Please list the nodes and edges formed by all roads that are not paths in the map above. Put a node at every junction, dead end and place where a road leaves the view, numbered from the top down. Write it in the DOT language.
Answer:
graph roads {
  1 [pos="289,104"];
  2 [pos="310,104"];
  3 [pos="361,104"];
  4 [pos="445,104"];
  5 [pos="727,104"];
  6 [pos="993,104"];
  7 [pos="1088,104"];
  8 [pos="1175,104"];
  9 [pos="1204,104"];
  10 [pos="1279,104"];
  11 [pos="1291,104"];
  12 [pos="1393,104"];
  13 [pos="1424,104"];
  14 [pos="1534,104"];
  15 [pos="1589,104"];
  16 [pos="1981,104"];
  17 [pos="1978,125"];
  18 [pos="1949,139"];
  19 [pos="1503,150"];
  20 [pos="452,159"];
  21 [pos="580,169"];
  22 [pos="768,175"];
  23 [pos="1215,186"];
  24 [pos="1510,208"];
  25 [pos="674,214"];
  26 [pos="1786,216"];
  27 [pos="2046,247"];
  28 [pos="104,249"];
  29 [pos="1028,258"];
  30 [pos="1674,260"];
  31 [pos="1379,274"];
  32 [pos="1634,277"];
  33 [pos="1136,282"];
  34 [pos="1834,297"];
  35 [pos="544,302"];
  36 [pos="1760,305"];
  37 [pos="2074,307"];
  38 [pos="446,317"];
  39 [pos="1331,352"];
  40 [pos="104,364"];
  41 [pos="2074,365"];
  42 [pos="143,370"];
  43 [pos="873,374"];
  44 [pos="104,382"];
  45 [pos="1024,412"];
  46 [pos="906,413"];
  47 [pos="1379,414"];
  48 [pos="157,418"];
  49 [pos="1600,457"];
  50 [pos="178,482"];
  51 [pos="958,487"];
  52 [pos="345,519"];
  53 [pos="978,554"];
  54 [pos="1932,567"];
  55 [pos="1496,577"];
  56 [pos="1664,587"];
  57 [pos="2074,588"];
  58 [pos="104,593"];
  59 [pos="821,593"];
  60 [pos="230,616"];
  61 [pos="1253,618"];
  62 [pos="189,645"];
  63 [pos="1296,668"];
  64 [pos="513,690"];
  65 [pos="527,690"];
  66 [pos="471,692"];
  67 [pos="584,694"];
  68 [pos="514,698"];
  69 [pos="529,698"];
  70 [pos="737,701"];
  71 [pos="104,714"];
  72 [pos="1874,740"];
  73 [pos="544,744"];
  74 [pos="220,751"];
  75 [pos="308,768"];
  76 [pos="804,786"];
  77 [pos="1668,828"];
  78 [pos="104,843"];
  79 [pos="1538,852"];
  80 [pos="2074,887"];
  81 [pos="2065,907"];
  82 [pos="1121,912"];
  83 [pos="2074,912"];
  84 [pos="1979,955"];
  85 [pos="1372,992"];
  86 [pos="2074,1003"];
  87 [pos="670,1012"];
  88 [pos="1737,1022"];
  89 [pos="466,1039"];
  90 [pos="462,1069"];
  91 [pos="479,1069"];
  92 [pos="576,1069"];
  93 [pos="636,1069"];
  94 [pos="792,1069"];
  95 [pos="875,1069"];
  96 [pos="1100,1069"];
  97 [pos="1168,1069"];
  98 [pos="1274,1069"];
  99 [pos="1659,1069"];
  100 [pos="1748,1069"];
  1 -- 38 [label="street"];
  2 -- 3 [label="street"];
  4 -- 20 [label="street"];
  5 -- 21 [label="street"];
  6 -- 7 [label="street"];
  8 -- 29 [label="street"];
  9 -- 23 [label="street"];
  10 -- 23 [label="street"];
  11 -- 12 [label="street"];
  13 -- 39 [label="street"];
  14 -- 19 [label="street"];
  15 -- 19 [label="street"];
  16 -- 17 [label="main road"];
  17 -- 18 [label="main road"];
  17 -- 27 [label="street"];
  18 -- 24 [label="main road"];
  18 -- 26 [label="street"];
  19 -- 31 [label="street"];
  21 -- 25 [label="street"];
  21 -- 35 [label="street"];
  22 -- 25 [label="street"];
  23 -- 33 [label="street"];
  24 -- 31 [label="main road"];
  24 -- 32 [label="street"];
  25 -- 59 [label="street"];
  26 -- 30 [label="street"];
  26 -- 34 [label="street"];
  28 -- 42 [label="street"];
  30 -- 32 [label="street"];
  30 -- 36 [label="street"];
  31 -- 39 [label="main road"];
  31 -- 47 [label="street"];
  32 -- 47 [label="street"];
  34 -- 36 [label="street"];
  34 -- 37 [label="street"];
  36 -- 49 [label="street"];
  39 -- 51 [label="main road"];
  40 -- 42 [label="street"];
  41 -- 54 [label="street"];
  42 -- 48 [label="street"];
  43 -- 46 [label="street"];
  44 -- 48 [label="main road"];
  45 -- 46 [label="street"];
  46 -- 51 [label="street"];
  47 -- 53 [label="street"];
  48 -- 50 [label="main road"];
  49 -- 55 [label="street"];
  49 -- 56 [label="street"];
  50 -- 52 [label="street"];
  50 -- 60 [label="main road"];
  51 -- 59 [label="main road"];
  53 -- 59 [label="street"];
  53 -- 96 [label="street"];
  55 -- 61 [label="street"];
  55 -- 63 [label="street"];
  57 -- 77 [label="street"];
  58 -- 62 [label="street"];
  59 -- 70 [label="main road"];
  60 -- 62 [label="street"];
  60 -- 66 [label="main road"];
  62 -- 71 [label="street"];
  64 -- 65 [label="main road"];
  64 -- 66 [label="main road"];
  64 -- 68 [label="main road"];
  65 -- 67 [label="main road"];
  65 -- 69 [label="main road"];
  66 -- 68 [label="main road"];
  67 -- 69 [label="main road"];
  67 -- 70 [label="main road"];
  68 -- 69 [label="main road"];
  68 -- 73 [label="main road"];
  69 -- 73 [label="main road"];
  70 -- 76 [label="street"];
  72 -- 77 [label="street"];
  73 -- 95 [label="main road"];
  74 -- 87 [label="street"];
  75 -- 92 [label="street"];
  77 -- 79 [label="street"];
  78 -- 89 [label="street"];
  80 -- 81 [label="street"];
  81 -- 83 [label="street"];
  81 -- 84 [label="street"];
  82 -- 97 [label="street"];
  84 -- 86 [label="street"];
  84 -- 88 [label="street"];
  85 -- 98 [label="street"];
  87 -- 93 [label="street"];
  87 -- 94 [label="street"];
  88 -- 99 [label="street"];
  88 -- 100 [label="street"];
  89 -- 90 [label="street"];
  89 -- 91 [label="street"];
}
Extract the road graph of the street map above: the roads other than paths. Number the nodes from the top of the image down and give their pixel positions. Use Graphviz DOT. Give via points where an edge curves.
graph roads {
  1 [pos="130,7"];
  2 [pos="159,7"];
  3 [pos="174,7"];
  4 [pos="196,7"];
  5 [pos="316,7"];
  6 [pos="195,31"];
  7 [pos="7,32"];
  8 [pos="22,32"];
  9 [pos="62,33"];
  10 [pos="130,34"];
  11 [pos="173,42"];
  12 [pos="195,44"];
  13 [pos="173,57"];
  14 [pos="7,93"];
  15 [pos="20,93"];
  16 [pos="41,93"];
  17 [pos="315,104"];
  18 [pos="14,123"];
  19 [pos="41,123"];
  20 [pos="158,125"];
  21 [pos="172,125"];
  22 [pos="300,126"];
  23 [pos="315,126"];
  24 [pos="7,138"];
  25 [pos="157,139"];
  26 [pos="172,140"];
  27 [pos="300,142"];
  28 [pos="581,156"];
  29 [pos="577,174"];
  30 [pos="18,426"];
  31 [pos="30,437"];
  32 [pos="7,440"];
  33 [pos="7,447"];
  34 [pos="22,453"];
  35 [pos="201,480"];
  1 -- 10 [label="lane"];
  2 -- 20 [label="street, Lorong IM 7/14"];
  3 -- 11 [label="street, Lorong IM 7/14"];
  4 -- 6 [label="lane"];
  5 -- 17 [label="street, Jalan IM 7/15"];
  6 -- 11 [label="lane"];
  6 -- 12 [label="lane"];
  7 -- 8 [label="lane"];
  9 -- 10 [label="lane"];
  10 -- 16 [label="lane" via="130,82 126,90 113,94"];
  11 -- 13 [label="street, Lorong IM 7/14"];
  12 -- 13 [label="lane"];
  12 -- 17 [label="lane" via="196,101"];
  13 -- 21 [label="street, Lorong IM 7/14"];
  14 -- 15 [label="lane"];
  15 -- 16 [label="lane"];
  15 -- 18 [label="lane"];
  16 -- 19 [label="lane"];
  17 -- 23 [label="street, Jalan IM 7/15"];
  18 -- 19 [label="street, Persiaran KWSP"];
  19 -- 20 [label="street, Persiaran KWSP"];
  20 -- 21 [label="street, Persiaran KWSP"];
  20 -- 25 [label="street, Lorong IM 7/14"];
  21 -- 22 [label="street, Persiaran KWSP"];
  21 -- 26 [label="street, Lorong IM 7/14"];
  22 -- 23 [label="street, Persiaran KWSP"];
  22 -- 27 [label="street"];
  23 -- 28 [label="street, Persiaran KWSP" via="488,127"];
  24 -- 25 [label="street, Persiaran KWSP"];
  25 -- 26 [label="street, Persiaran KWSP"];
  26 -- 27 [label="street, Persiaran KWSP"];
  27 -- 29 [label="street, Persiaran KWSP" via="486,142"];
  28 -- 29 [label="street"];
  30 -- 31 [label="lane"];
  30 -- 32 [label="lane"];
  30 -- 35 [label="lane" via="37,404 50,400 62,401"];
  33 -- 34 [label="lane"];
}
* * *
Provide only the number of lines from the material above that include the word "Jalan".

#### OUTPUT FOR THIS EXERCISE:
2